» EXERCISE OBJECTIVE
Starting from the top of the entries below and ending with the line containing "2px #919291) drop-shadow(0", restate every line word for word, pictures omitted.

━━━ DATA RECORDS ━━━

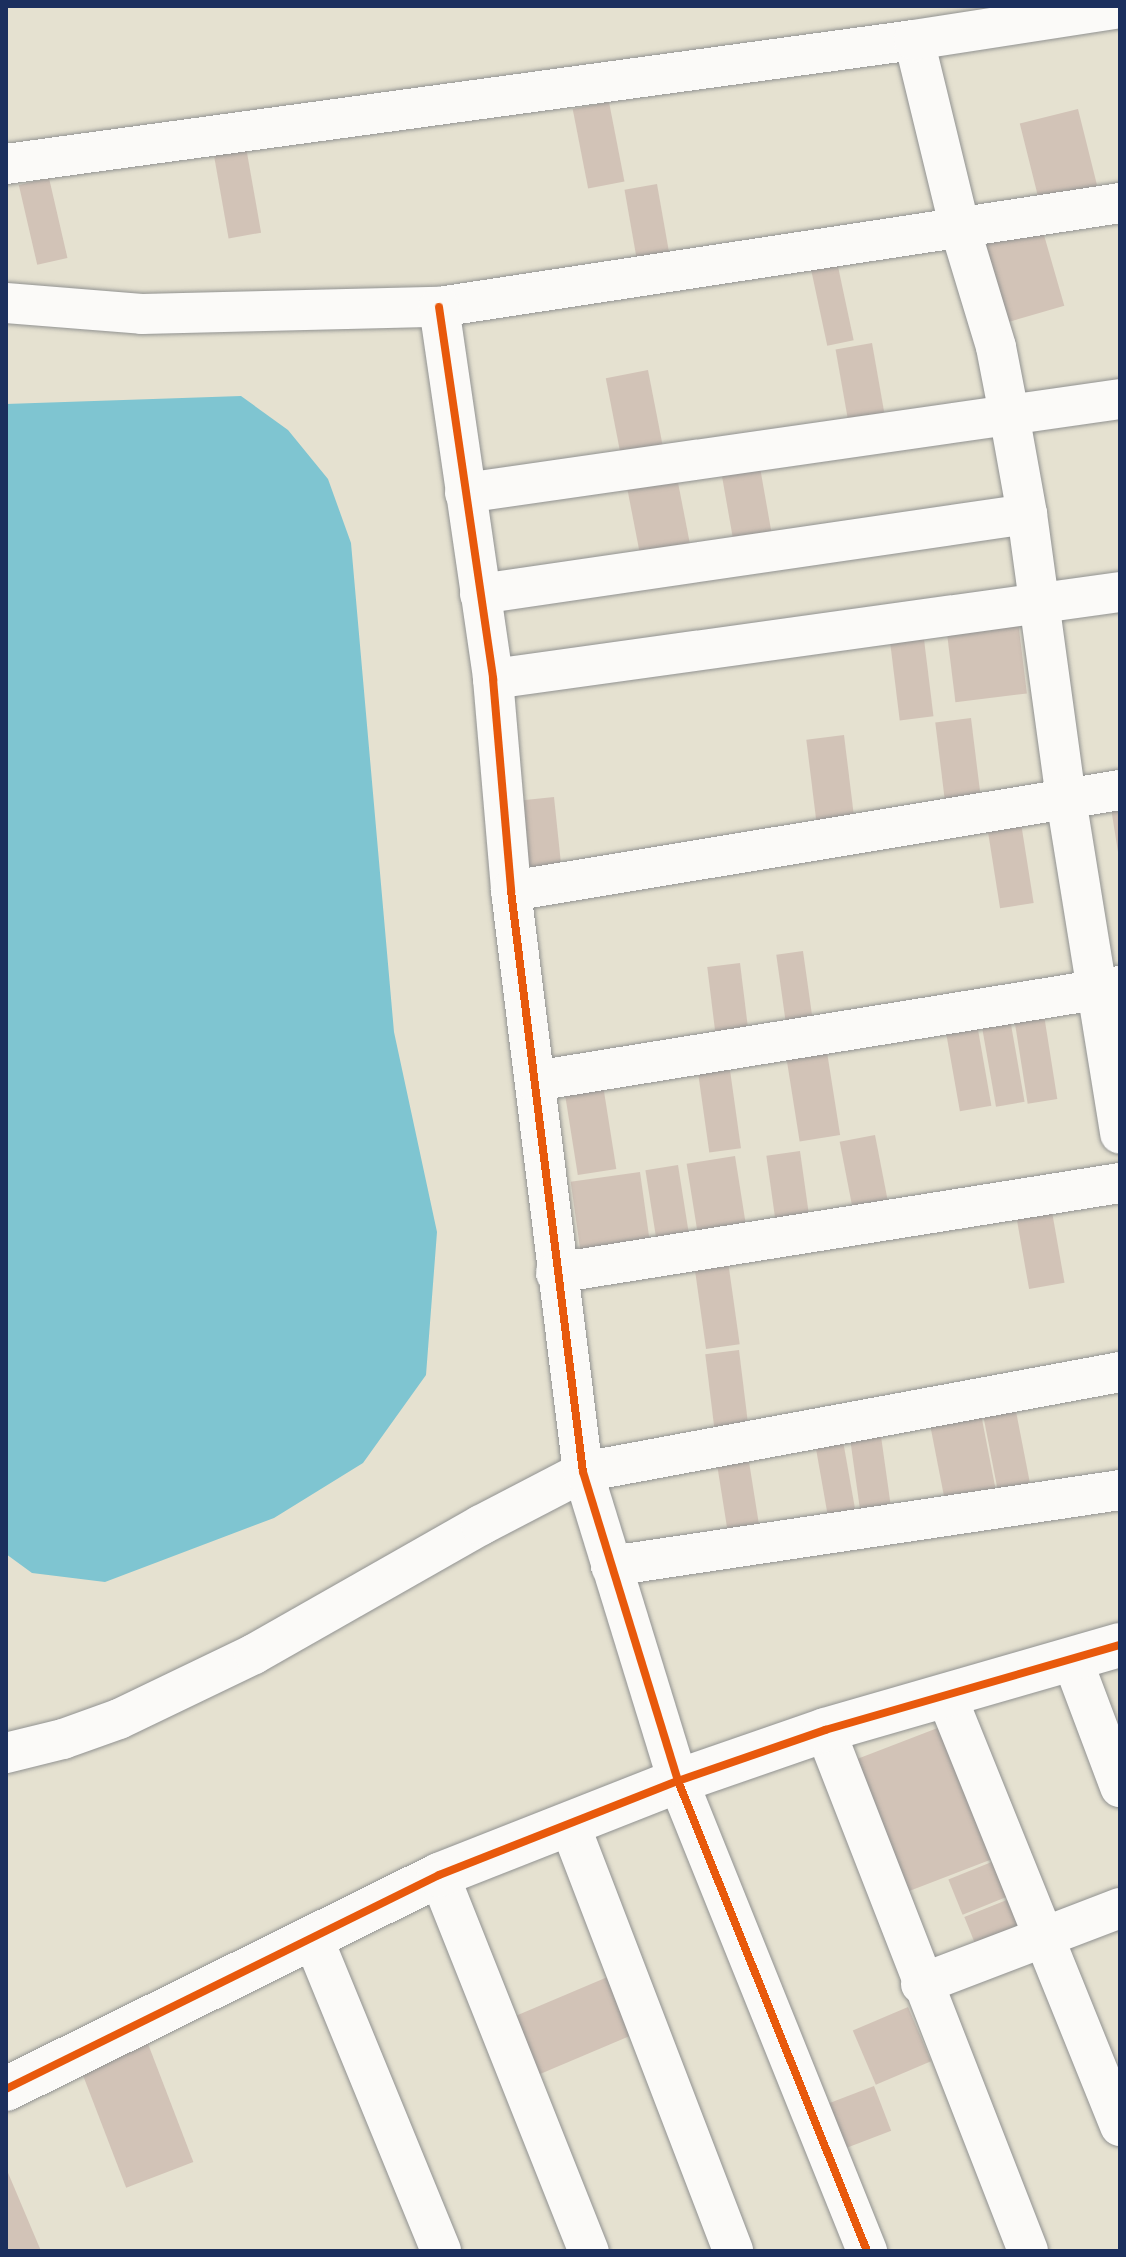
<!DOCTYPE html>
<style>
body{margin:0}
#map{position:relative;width:1126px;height:2257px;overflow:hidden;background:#e5e1d0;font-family:"EB Garamond",serif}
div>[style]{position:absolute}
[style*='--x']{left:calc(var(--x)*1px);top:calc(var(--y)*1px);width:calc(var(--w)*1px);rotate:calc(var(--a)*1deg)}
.water>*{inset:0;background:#7fc5d1}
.building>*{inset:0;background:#d2c3b7;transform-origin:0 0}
.roads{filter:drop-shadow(0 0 2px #919291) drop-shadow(0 0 2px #919291)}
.minor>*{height:40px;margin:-20px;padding:0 20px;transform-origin:20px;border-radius:20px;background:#fbfaf8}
.tertiary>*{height:44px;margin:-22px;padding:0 22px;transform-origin:22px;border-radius:22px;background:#fbfaf8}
.cycleway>*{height:8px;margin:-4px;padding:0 4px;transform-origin:4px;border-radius:4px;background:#e8590c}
span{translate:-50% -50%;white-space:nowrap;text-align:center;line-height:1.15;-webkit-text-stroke:6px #fcf5e5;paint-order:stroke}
.frame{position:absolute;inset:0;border:8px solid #1b2f5e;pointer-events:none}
</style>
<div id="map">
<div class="water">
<div style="clip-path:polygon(241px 396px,288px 430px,328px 479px,351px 543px,394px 1032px,437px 1232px,426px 1375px,363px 1463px,274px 1518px,105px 1582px,32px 1573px,6px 1554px,6px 404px)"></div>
</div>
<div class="building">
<div style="left:609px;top:102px;width:81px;height:37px;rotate:79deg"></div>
<div style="left:1078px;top:109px;width:81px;height:60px;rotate:76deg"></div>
<div style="left:246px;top:147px;width:87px;height:33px;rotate:80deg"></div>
<div style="left:49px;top:178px;width:82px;height:31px;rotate:77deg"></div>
<div style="left:657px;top:184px;width:83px;height:33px;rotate:80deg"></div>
<div style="left:1042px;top:228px;width:81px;height:69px;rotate:74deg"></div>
<div style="left:836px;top:257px;width:85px;height:27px;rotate:78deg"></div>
<div style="left:872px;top:343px;width:77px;height:37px;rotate:80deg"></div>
<div style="left:648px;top:370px;width:88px;height:43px;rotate:79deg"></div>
<div style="left:758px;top:456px;width:84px;height:39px;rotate:80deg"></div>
<div style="left:675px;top:467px;width:86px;height:51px;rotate:79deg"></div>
<div style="left:1018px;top:621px;width:73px;height:72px;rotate:83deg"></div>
<div style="left:923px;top:631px;width:86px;height:34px;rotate:83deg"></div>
<div style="left:971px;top:718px;width:86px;height:36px;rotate:83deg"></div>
<div style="left:844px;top:735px;width:85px;height:38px;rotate:83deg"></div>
<div style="left:554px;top:797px;width:84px;height:41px;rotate:84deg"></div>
<div style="clip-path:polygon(1120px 807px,1120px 852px,1118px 852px,1111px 808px)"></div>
<div style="left:1021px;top:823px;width:81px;height:34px;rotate:81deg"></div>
<div style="left:803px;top:951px;width:84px;height:27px;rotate:82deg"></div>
<div style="left:740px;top:963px;width:82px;height:33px;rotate:83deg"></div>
<div style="left:1044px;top:1015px;width:85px;height:30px;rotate:81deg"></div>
<div style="left:1010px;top:1019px;width:84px;height:29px;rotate:80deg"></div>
<div style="left:977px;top:1024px;width:83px;height:32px;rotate:80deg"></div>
<div style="left:827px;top:1052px;width:84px;height:41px;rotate:81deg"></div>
<div style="left:729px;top:1063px;width:86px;height:32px;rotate:82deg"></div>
<div style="left:603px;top:1085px;width:85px;height:39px;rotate:81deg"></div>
<div style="left:875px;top:1135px;width:80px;height:36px;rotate:79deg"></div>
<div style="left:800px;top:1151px;width:68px;height:34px;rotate:82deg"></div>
<div style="left:735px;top:1156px;width:85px;height:49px;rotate:81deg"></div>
<div style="left:678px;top:1165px;width:83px;height:33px;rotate:81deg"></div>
<div style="left:640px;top:1172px;width:83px;height:70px;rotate:82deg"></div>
<div style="left:1051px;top:1206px;width:78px;height:36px;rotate:80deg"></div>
<div style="left:728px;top:1261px;width:84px;height:34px;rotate:82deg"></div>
<div style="left:739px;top:1350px;width:82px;height:34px;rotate:83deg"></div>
<div style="left:1014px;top:1401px;width:88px;height:33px;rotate:79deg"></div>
<div style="left:980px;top:1409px;width:90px;height:52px;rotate:79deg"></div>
<div style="left:880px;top:1429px;width:82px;height:31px;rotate:82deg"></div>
<div style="left:842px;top:1435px;width:77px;height:28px;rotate:80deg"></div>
<div style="left:747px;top:1449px;width:81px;height:32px;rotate:81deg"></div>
<div style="left:948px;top:1724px;width:142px;height:112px;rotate:69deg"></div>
<div style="left:1004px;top:1857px;width:38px;height:60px;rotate:68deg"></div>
<div style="left:1019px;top:1895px;width:38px;height:59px;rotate:68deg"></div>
<div style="left:617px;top:1973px;width:63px;height:118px;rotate:67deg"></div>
<div style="left:908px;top:2007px;width:59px;height:60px;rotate:67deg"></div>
<div style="left:145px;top:2036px;width:135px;height:72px;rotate:69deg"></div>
<div style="left:874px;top:2086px;width:48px;height:58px;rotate:69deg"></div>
<div style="clip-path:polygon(6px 2168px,41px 2251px,6px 2251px)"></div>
</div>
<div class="roads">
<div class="minor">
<div style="--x:914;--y:40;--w:190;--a:76.3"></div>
<div style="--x:959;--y:225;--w:127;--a:73.1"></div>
<div style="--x:996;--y:347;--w:68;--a:79"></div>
<div style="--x:1009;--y:414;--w:102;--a:79.8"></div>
<div style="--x:1027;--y:514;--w:288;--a:82.2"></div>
<div style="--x:1066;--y:799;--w:339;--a:80.8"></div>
<div style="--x:6;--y:164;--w:916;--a:-7.78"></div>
<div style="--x:914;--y:40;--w:208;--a:-8.8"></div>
<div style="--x:6;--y:303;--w:136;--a:4.6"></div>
<div style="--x:142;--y:314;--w:297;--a:-1.4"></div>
<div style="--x:439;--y:307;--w:689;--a:-8.68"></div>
<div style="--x:439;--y:307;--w:376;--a:81.7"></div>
<div style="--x:493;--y:679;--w:213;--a:85.1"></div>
<div style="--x:511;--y:891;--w:585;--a:82.94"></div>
<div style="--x:583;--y:1472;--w:323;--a:72.9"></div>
<div style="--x:678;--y:1781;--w:507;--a:68.09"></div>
<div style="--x:465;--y:493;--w:662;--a:-8.17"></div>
<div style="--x:480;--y:594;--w:553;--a:-8.32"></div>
<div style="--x:493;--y:679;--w:633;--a:-7.9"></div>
<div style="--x:511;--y:891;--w:617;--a:-9.42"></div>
<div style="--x:535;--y:1081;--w:593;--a:-9.22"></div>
<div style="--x:556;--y:1273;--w:571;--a:-9.07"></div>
<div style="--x:611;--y:1566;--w:515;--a:-8.49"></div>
<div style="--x:1072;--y:1659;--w:137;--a:69.4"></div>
<div style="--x:946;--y:1695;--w:465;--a:68"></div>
<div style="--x:825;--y:1730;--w:559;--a:68.71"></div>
<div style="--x:6;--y:1753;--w:59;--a:-13.8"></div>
<div style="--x:63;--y:1739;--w:59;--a:-19.7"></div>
<div style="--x:119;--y:1719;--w:150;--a:-25.7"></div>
<div style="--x:254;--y:1654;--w:261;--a:-29.6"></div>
<div style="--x:481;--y:1525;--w:115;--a:-27.5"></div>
<div style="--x:583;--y:1472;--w:546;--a:-10.55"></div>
<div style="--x:569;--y:1823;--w:458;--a:69"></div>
<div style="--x:439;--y:1875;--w:405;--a:68.3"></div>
<div style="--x:312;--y:1936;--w:340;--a:67.7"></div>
<div style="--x:921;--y:1984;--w:213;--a:-20.9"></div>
</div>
<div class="tertiary">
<div style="--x:6;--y:2089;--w:483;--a:-26.3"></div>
<div style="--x:439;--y:1875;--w:257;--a:-21.5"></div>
<div style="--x:678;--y:1781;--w:156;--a:-19.1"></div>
<div style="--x:825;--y:1730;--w:307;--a:-16.1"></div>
</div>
</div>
<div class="cycleway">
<div style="--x:439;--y:307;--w:376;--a:81.7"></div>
<div style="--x:493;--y:679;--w:213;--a:85.1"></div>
<div style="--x:511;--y:891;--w:585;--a:82.94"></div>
<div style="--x:583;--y:1472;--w:323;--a:72.9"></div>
<div style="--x:678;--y:1781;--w:507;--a:68.09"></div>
<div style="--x:6;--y:2089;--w:483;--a:-26.3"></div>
<div style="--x:439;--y:1875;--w:257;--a:-21.5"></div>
<div style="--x:678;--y:1781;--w:156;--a:-19.1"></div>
<div style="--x:825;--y:1730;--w:307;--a:-16.1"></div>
</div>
<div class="frame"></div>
</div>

━━━

» SOLVED PROBLEM
<!DOCTYPE html>
<style>
body{margin:0}
#map{position:relative;width:1126px;height:2257px;overflow:hidden;background:#e5e1d0;font-family:"EB Garamond",serif}
div>[style]{position:absolute}
[style*='--x']{left:calc(var(--x)*1px);top:calc(var(--y)*1px);width:calc(var(--w)*1px);rotate:calc(var(--a)*1deg)}
.water>*{inset:0;background:#7fc5d1}
.building>*{inset:0;background:#d2c3b7;transform-origin:0 0}
.roads{filter:drop-shadow(0 0 2px #919291) drop-shadow(0 0 2px #919291)}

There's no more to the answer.